● **Work request**: Print the whole listing below exactly, skipping every picture.

● **Records provided**:
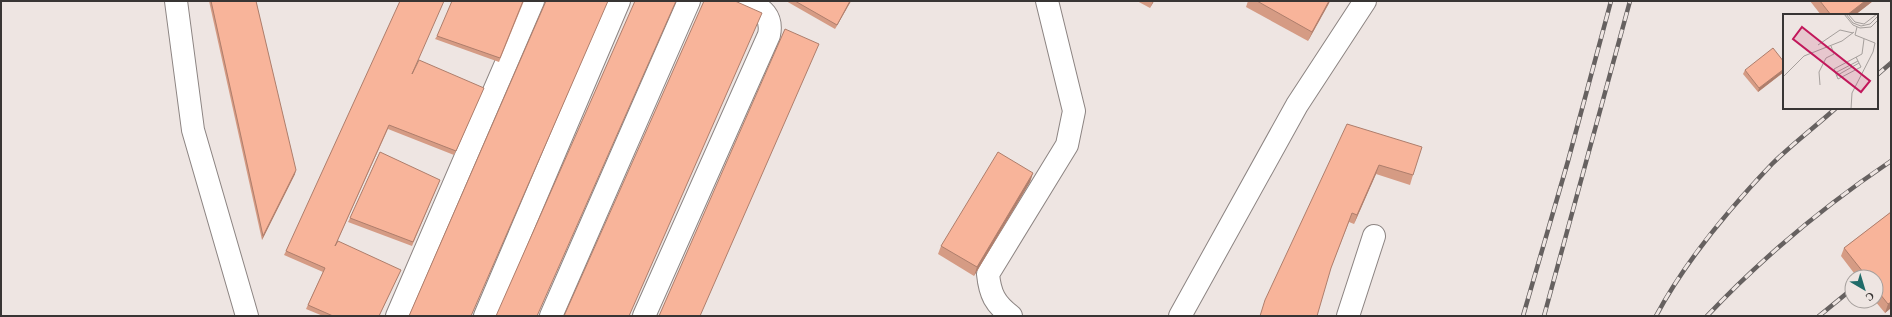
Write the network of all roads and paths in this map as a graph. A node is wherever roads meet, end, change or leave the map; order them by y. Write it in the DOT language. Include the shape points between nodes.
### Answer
graph roads {
  1 [pos="176,1"];
  2 [pos="533,1"];
  3 [pos="619,1"];
  4 [pos="689,1"];
  5 [pos="748,1"];
  6 [pos="1047,1"];
  7 [pos="1365,1"];
  8 [pos="1374,236"];
  9 [pos="247,316"];
  10 [pos="397,316"];
  11 [pos="485,316"];
  12 [pos="551,316"];
  13 [pos="644,316"];
  14 [pos="1011,316"];
  15 [pos="1180,316"];
  16 [pos="1348,316"];
  1 -- 9 [label="lane" via="193,130"];
  2 -- 10 [label="lane"];
  3 -- 11 [label="lane"];
  4 -- 12 [label="lane"];
  5 -- 13 [label="lane" via="766,13 771,27 769,35"];
  6 -- 14 [label="lane" via="1074,111 1067,145 988,274 990,290 999,307"];
  7 -- 15 [label="lane" via="1297,105"];
  8 -- 16 [label="lane"];
}
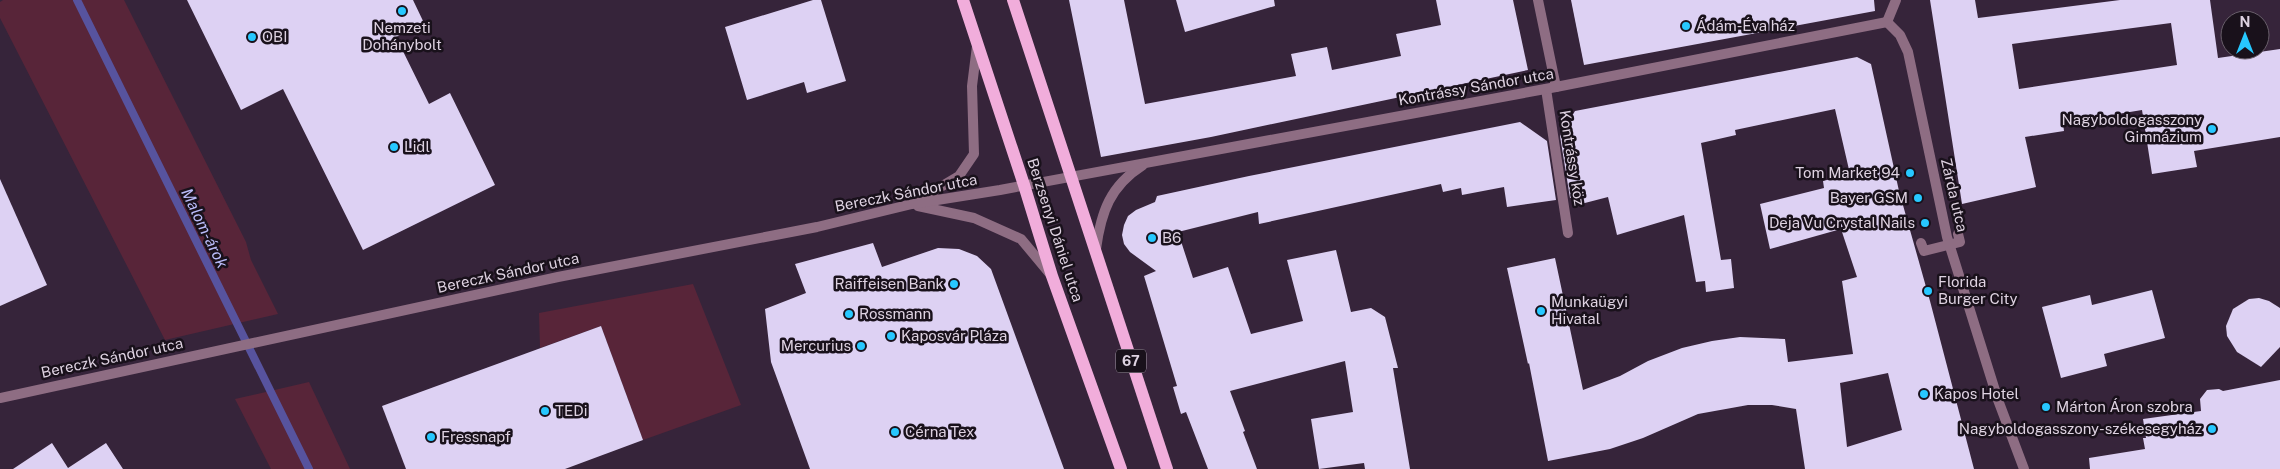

● **Answer below**:
Write the network of all roads and paths in this map as a graph. A node is wherever roads meet, end, change or leave the map; order them by y. Write it in the DOT language. Include the shape points between nodes.
### Answer
graph roads {
  1 [pos="176,1"];
  2 [pos="533,1"];
  3 [pos="619,1"];
  4 [pos="689,1"];
  5 [pos="748,1"];
  6 [pos="1047,1"];
  7 [pos="1365,1"];
  8 [pos="1374,236"];
  9 [pos="247,316"];
  10 [pos="397,316"];
  11 [pos="485,316"];
  12 [pos="551,316"];
  13 [pos="644,316"];
  14 [pos="1011,316"];
  15 [pos="1180,316"];
  16 [pos="1348,316"];
  1 -- 9 [label="lane" via="193,130"];
  2 -- 10 [label="lane"];
  3 -- 11 [label="lane"];
  4 -- 12 [label="lane"];
  5 -- 13 [label="lane" via="766,13 771,27 769,35"];
  6 -- 14 [label="lane" via="1074,111 1067,145 988,274 990,290 999,307"];
  7 -- 15 [label="lane" via="1297,105"];
  8 -- 16 [label="lane"];
}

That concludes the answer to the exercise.